Frigid water swirls around my feet as I turn the faucet off.
After wrapping my hair in a threadbare towel, I wrap another around my body and step out onto the bathmat. Then I just stand there, letting the chilled water run down my skin while I try not to cry.
I can handle putting plastic over some of the windows to keep the draft out in the winter.
Every summer, we keep the curtains closed while the sun is shining and rely on breezes and fans to move the evening and night air.
I’ve put up with trying to sleep in stifling humidity.
I clean our gutters and mow the massive lawn we don’t use.
I’ve even patched a small section of the garage roof.
But not being able to take a shower?
Gin yells my name and lets me know supper’s on the table.
Since I’m hungry enough to table the total emotional breakdown for later—although I guess there won’t be any more crying jags in the shower for a while—I towel dry my hair and then walk to my bedroom in a towel that’s so small and worn, it’s barely a nod to not actually walking around naked.
By the time I get downstairs, wearing a T-shirt with no bra and cotton boxers because we’re a house of women, my mother’s already halfway through the leftover tuna casserole on her plate. It’s one of my least favorite meals, but it’s cheap and two people can make it stretch.
“I think the hot water heater’s about to shit the bed,” I say as I slide into my chair.
She nods. “We might have to get one of those shampoo-and-conditioner-in-one products, and maybe get wet, shut the water off while we lather up, and then rinse off really quick.”
“That might buy us a little time, but I think once they start to go bad, they go fast.”
“I’ll ask around and see if anybody’s selling one,” she tells me, as if people replace perfectly good hot water heaters and sell the used ones for cheap every day in Sumac Falls. “If we have to, we’ll heat water for dishes and baths until we find one.”
My fork hits my plate with a clatter, startling us both. I didn’t mean to drop it, but the idea of toting buckets of boiling water up the stairs like this house is a sixteenth century castle is so mind-blowing, my fingers forgot how to hold a utensil.
I wait for her to laugh, but she’s either serious or she’s been practicing her poker face. “We can’t…that’s not really a viable option, Mom.”
“It’s more viable than buying a new hot water heater.”
I pick up my fork, but only to move my food around on the plate so I have something to look at. My delayed emotional breakdown is joining forces with my rising anger to build a perfect storm, and my mother might not like my expression at the moment.
“We’ll get through it, Carolina,” she says in a much softer tone.
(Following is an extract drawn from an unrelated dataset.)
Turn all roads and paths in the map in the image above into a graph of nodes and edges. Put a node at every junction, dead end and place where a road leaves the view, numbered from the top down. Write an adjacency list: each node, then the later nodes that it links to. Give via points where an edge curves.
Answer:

She might not be able to see my eyes, but she knows. “We always do.”
I swallow hard, determined to keep my voice as level as possible. “We can’t do this for the rest of our lives, Mom. Do you really see us catching water from the leaky roof in metal pails we then boil on the stove so we can take baths? What are we going to do when the stove dies?”
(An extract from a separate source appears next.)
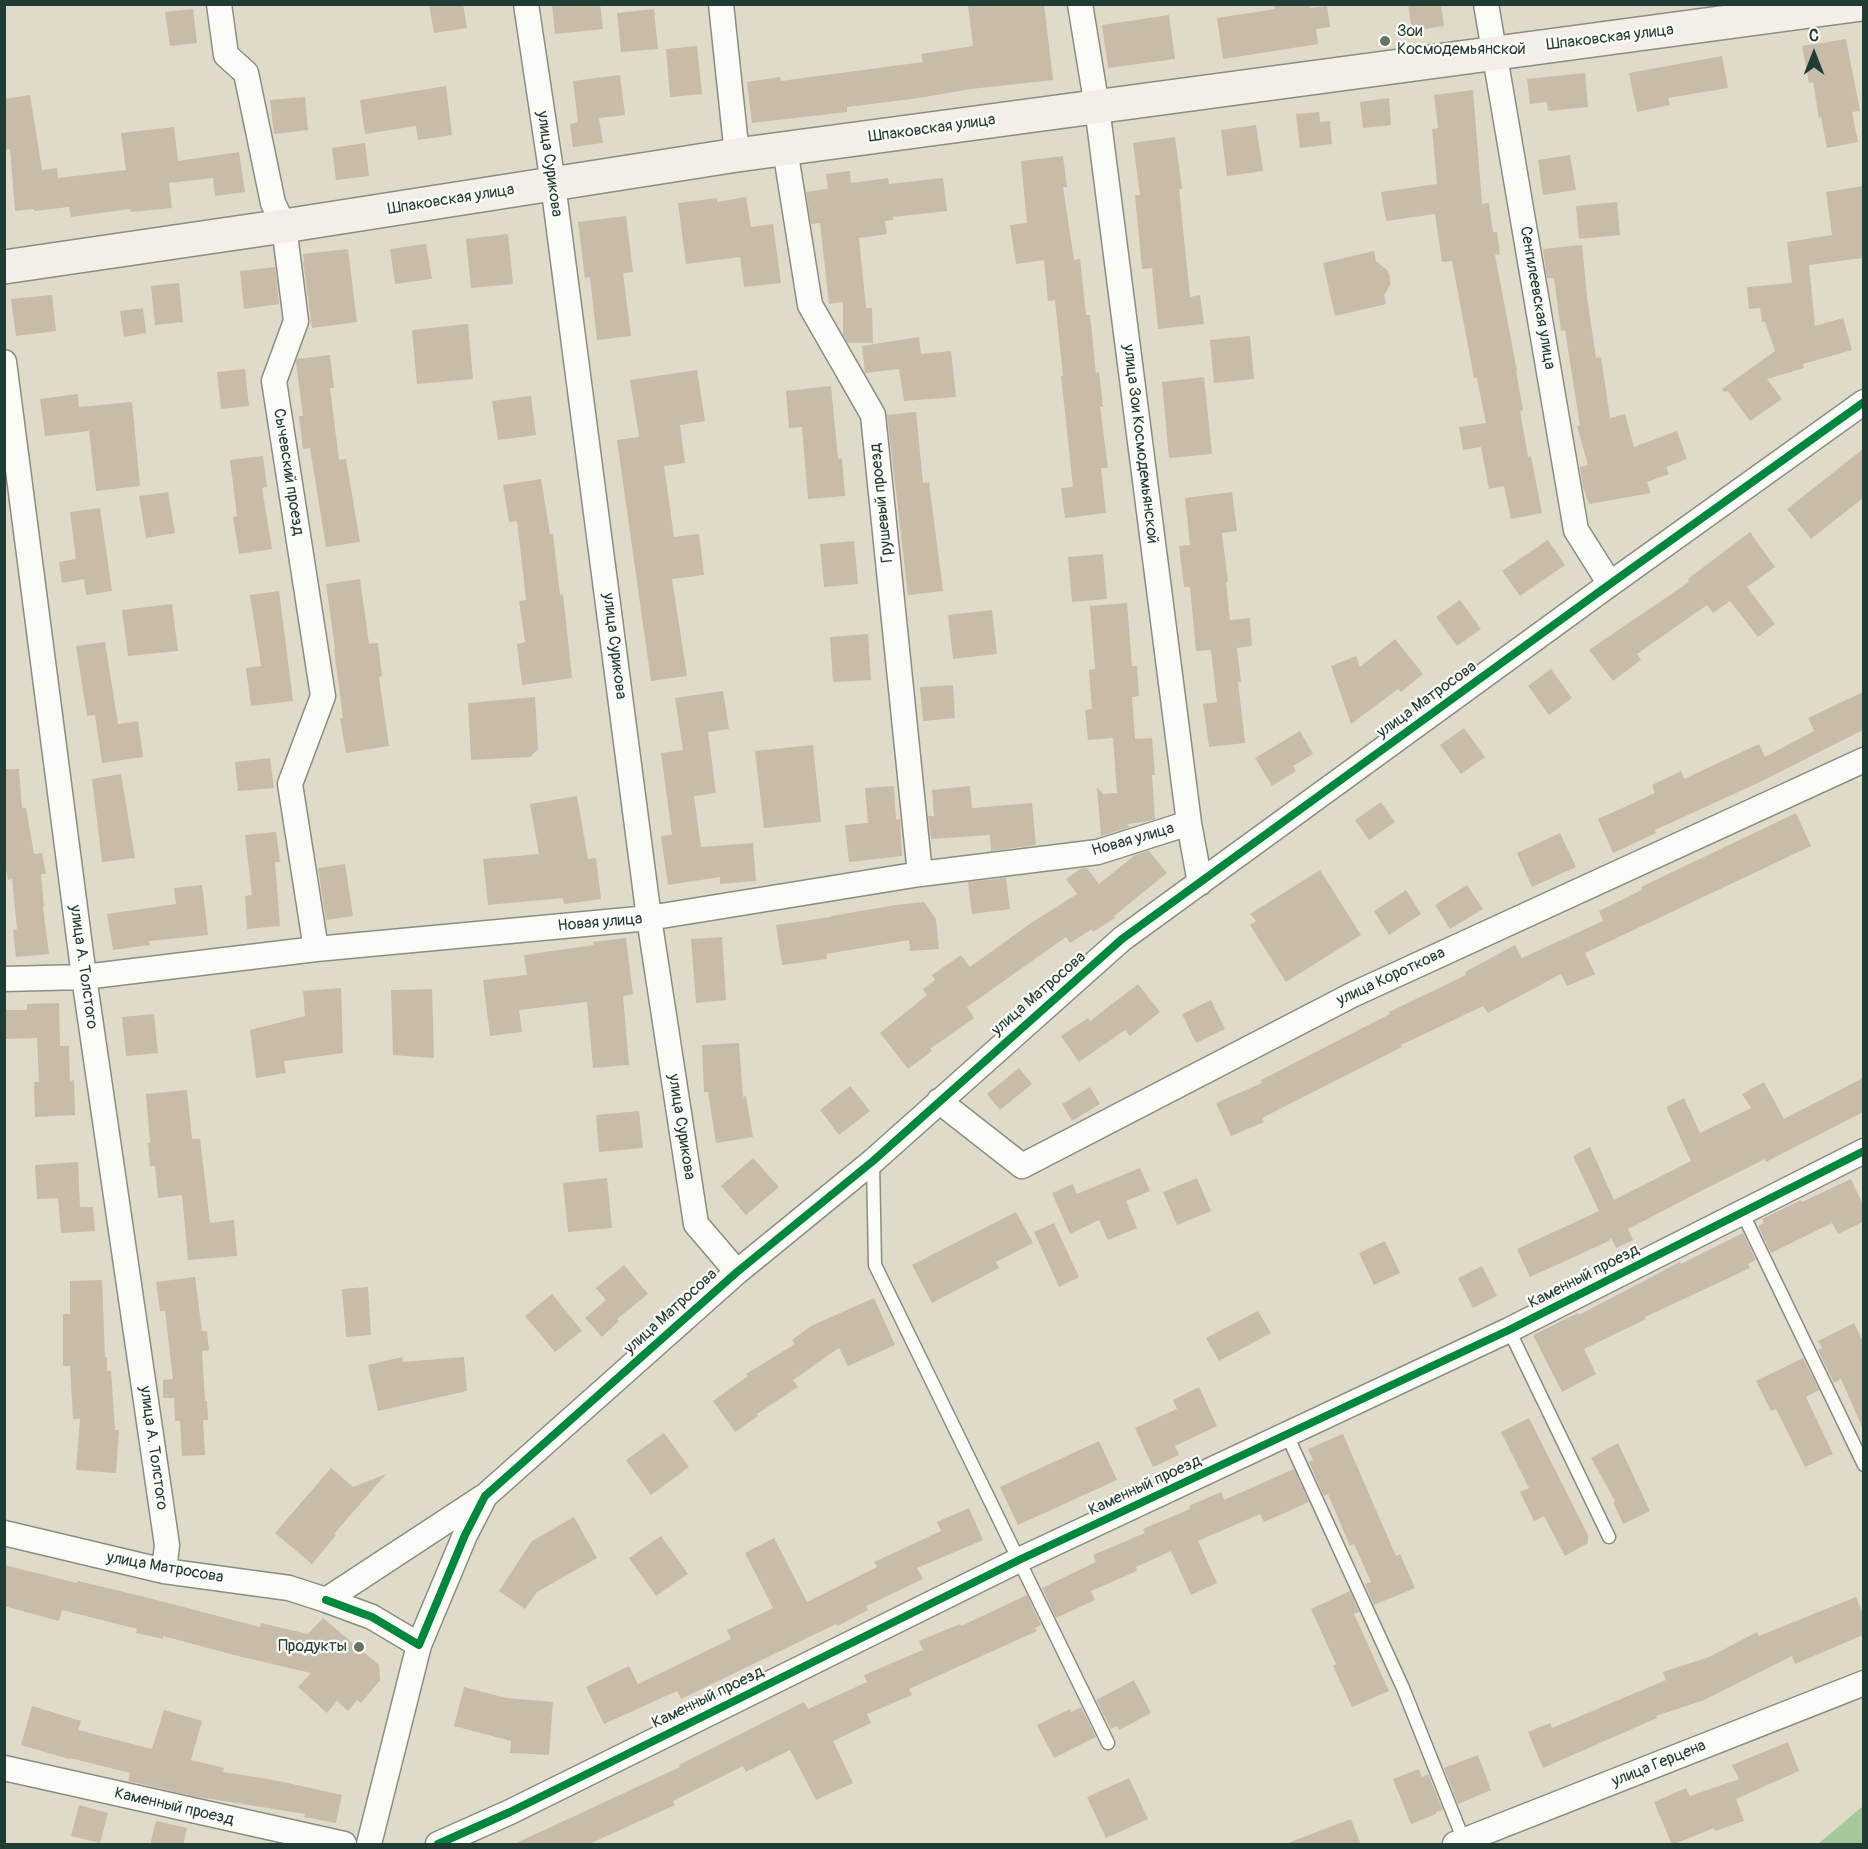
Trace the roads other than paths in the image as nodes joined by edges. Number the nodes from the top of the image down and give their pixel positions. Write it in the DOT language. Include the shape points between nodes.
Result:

“There’s nothing wrong with the roof.”
“Yet.” I knock my knuckles lightly on the wooden table. “But I don’t remember when that roof was last done, which means it was a very long time ago. And you get the point I’m making.”
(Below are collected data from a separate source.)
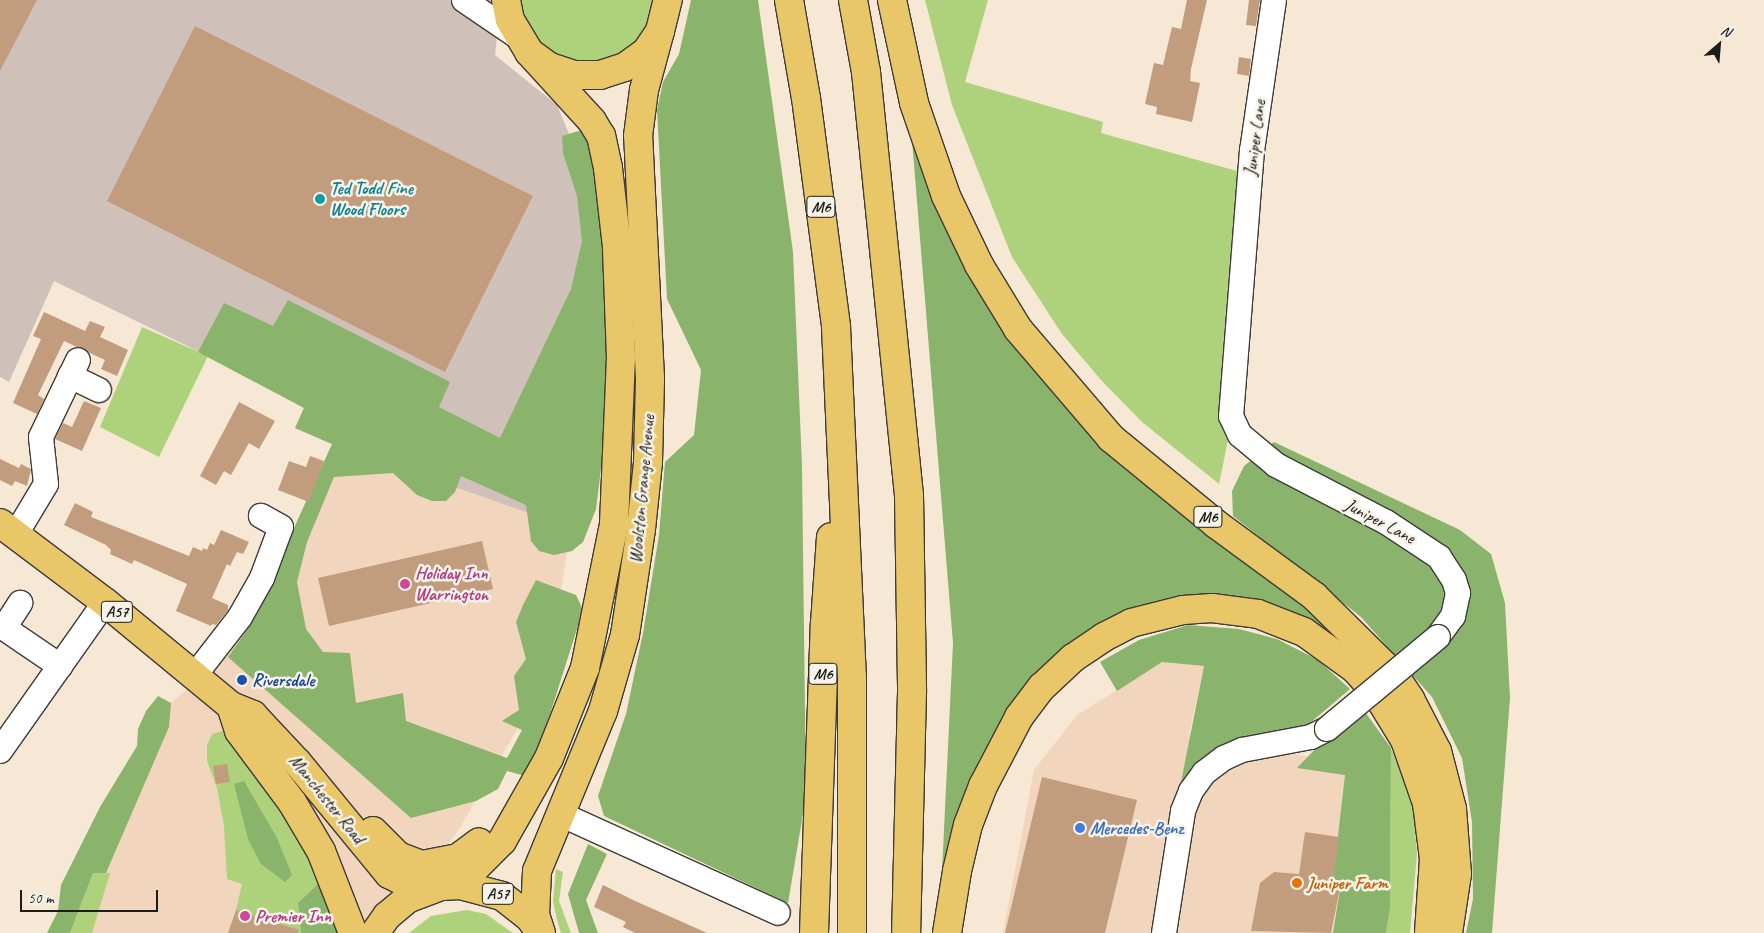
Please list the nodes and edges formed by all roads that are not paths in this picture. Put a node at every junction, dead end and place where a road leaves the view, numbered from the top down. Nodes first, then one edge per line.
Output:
1 (464, 0) edge
2 (506, 0) edge
3 (668, 0) edge
4 (789, 0) edge
5 (853, 0) edge
6 (892, 0) edge
7 (1274, 0) edge
8 (660, 31) junction
9 (524, 44) junction
10 (99, 390) dead end
11 (840, 416) junction
12 (261, 516) dead end
13 (8, 529) edge
14 (105, 602) junction
15 (20, 603) dead end
16 (2, 626) edge
17 (60, 666) junction
18 (195, 674) junction
19 (231, 706) junction
20 (0, 751) edge
21 (310, 778) junction
22 (521, 805) junction
23 (560, 814) junction
24 (432, 889) junction
25 (778, 913) dead end
26 (353, 933) edge
27 (375, 933) edge
28 (541, 933) edge
29 (814, 933) edge
30 (852, 933) edge
31 (906, 933) edge
32 (947, 933) edge
33 (1164, 933) edge
34 (1428, 933) edge
35 (1448, 933) edge

1 - 9 street
2 - 9 main road
3 - 8 main road, Woolston Grange Avenue
4 - 11 main road, M6
5 - 31 main road
6 - 35 main road, M6
7 - 33 street, Juniper Lane, bridge
8 - 9 main road
8 - 23 main road, Woolston Grange Avenue
9 - 22 main road, Woolston Grange Avenue
10 - 13 street
11 - 29 main road, M6
11 - 30 main road, M6
12 - 18 street
13 - 14 main road, Manchester Road / A57
14 - 17 street
14 - 18 main road, Manchester Road / A57
15 - 16 street
16 - 17 street
17 - 20 street
18 - 19 main road, Manchester Road / A57
19 - 21 main road, Manchester Road / A57
19 - 26 main road, Manchester Road
21 - 22 main road
21 - 24 main road, Manchester Road / A57
22 - 24 main road, Woolston Grange Avenue
23 - 25 street
23 - 28 main road, Woolston Grange Avenue
24 - 27 main road, Woolston Grange Avenue
24 - 28 main road, A57
32 - 34 main road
“Maybe Sherry can give me more hours at the flower shop.”
Even if she doubled Gin’s hours and gave her a raise, it wouldn’t be enough. “Or we could consider Hayden’s offer.”
“No.” Gin slaps both palms on the table, making me jump. “I promised your father I would keep this house in the family.”
“Dad’s gone,” I say quietly—almost a whisper. “But you and I are still here and I don’t think he would want us to struggle like this. Do you really think Dad would have wanted this for us?”
“Leave it alone,” she tells me, her voice thick with threatening tears.
“I can’t anymore.” I can’t do any of it.
“I’m not selling this house. Not to that Reilly boy and not to anybody else. And that’s my final word.” She’s pushed back the tears and given way to anger. “I don’t want to hear any more about this.”
I take a bite of tuna casserole, hating the texture in my mouth almost as much as I hate cold showers. And drafty windows and wet basements. Except for Pampered Pets, I hate everything about my life.
But now I know how I can change it. All I have to do is marry Hayden Reilly.